Von Gierke Disease Flashcards
A 6-month-old infant is brought to the emergency department due to lethargy and seizures. The parents report that the child becomes irritable and weak several hours after feeding. Physical examination reveals doll-like facies, hepatomegaly, and a protuberant abdomen. Laboratory studies show severe hypoglycemia, hypertriglyceridemia, lactic acidosis, and hyperuricemia. Genetic testing identifies a mutation in the G6PC gene.
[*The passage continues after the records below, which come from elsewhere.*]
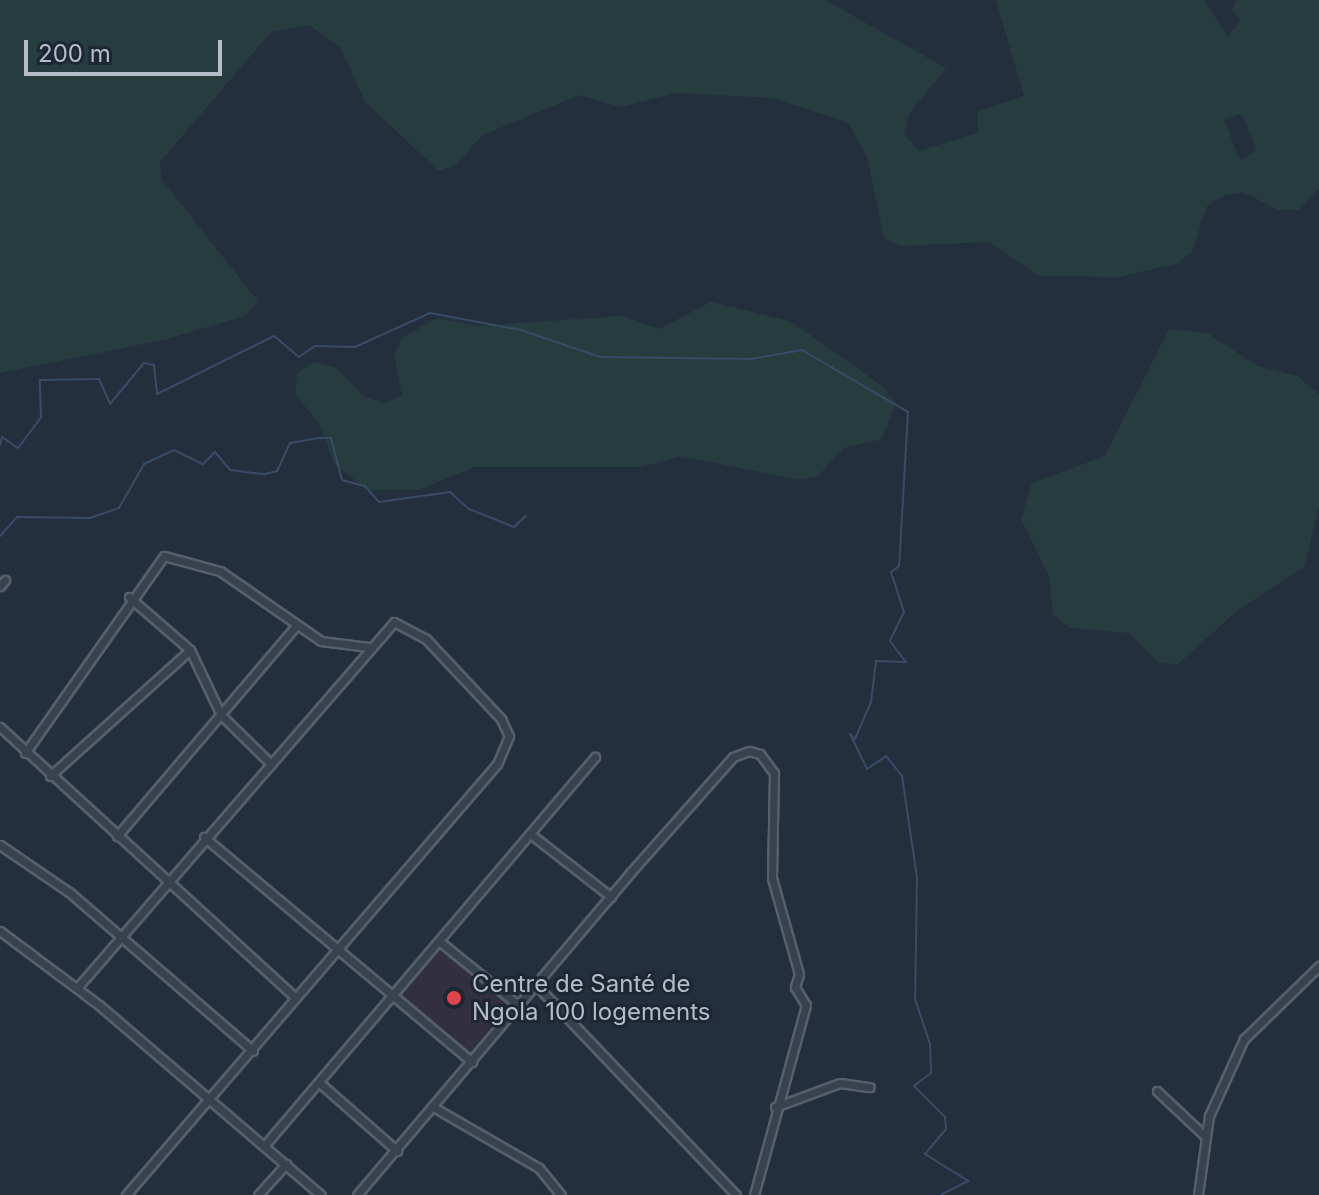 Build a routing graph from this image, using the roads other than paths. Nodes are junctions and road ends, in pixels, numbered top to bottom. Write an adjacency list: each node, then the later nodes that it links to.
1 (129, 597): 2 (street); 4 (street); 7 (street)
2 (296, 626): 3 (street); 5 (street)
3 (371, 647): 9 (street); 20 (street)
4 (190, 650): 5 (street); 10 (street)
5 (221, 715): 9 (street); 11 (street)
6 (0, 727): 7 (street)
7 (25, 753): 10 (street)
8 (595, 757): 12 (street)
9 (271, 764): 13 (street)
10 (50, 776): 11 (street)
11 (117, 836): 15 (street)
12 (533, 836): 16 (street); 19 (street)
13 (204, 837): 15 (street); 20 (street)
14 (0, 845): 18 (street)
15 (168, 882): 18 (street); 25 (street)
16 (611, 897): 22 (street); 33 (street)
17 (0, 931): 23 (street)
18 (124, 938): 23 (street); 27 (street)
19 (439, 941): 24 (street); 26 (street)
20 (337, 947): 24 (street); 25 (street)
21 (1319, 966): 35 (street)
22 (538, 987): 26 (street); 44 (street)
23 (77, 988): 32 (street)
24 (391, 993): 28 (street); 29 (street)
25 (296, 998): 27 (street)
26 (518, 1005): 28 (street)
27 (253, 1051): 32 (street)
28 (472, 1062): 34 (street)
29 (322, 1085): 36 (street); 37 (street)
30 (870, 1087): 33 (street)
31 (1157, 1091): 35 (street)
32 (211, 1100): 36 (street); 39 (street)
33 (775, 1107): 45 (street)
34 (435, 1108): 37 (street); 43 (street)
35 (1205, 1136): 46 (street)
36 (264, 1146): 38 (street)
37 (397, 1151): 42 (street)
38 (286, 1164): 40 (street); 41 (street)
39 (126, 1195)
40 (258, 1195)
41 (321, 1195)
42 (357, 1195)
43 (561, 1195)
44 (736, 1195)
45 (754, 1195)
46 (1198, 1195) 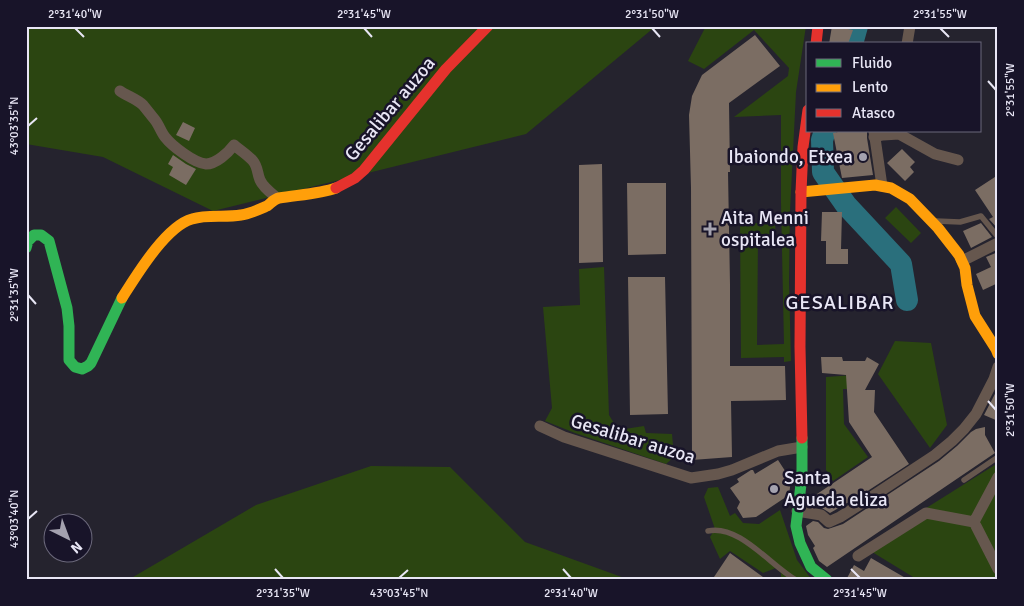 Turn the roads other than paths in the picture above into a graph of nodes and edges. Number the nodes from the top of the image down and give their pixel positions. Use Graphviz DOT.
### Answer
graph roads {
  1 [pos="488,26"];
  2 [pos="818,26"];
  3 [pos="910,26"];
  4 [pos="816,42"];
  5 [pos="907,42"];
  6 [pos="120,91"];
  7 [pos="806,125"];
  8 [pos="874,134"];
  9 [pos="958,160"];
  10 [pos="882,186"];
  11 [pos="800,192"];
  12 [pos="277,198"];
  13 [pos="931,221"];
  14 [pos="998,237"];
  15 [pos="998,243"];
  16 [pos="26,248"];
  17 [pos="962,261"];
  18 [pos="998,354"];
  19 [pos="998,367"];
  20 [pos="540,426"];
  21 [pos="802,447"];
  22 [pos="998,457"];
  23 [pos="998,477"];
  24 [pos="964,480"];
  25 [pos="797,511"];
  26 [pos="974,522"];
  27 [pos="708,531"];
  28 [pos="858,556"];
  29 [pos="998,569"];
  30 [pos="796,580"];
  31 [pos="827,580"];
  1 -- 12 [label="street, Gesalibar auzoa"];
  2 -- 4 [label="street"];
  3 -- 5 [label="street"];
  6 -- 12 [label="street"];
  7 -- 11 [label="street"];
  8 -- 9 [label="street"];
  8 -- 10 [label="street"];
  10 -- 11 [label="street"];
  10 -- 13 [label="street"];
  11 -- 21 [label="street"];
  12 -- 16 [label="street, Gesalibar auzoa"];
  13 -- 14 [label="lane"];
  13 -- 17 [label="street"];
  15 -- 17 [label="street"];
  17 -- 18 [label="street"];
  19 -- 25 [label="street"];
  20 -- 21 [label="street, Gesalibar auzoa"];
  21 -- 25 [label="street"];
  22 -- 24 [label="lane"];
  23 -- 26 [label="street"];
  25 -- 31 [label="street"];
  26 -- 28 [label="street"];
  26 -- 29 [label="street"];
  27 -- 30 [label="lane"];
}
Which of the following is the most likely cause of the infant’s symptoms?
A) Impaired glucose transport into the endoplasmic reticulum
B) Deficiency of glucose-6-phosphatase activity
C) Deficiency of glycogen phosphorylase activity
D) Excessive gluconeogenesis
E) Increased glycogenolysis
Answer: Deficiency of glucose-6-phosphatase activity
Explanation: Von Gierke disease (Type 1a glycogen storage disease) is caused by a deficiency of glucose-6-phosphatase, an enzyme responsible for converting glucose-6-phosphate into glucose in the liver and kidneys. This deficiency impairs glycogenolysis and gluconeogenesis, leading to severe fasting hypoglycemia. The inability to generate free glucose results in metabolic derangements such as hypertriglyceridemia, lactic acidosis, and hyperuricemia. Organomegaly (Hepatomegaly and Renomegaly) occurs due to glycogen accumulation in the liver and kidneys. Diagnosis is confirmed with genetic testing identifying mutations in the G6PC gene.
Incorrect Answers:
A) Impaired glucose transport into the endoplasmic reticulum is the defect in Type 1b Von Gierke disease, not Type 1a.
C) Deficiency of glycogen phosphorylase activity is seen in glycogen storage disease Type V (McArdle disease), which primarily affects skeletal muscle.
D) Excessive gluconeogenesis would increase glucose production, which is not seen in Von Gierke disease.
E) Increased glycogenolysis would release free glucose, alleviating hypoglycemia, which is not the case in this disease due to the enzymatic defect.
What is the gene defect and deficient enzyme in Type 1a Von Gierke disease?
Mutation in the G6PC gene on chromosome 17q; deficient enzyme is glucose-6-phosphatase
What is the role of glucose-6-phosphatase in Type 1a Von Gierke disease?
Hydrolysis of glucose-6-phosphate to glucose and inorganic phosphate
What are the characteristic clinical features of Type 1a Von Gierke disease?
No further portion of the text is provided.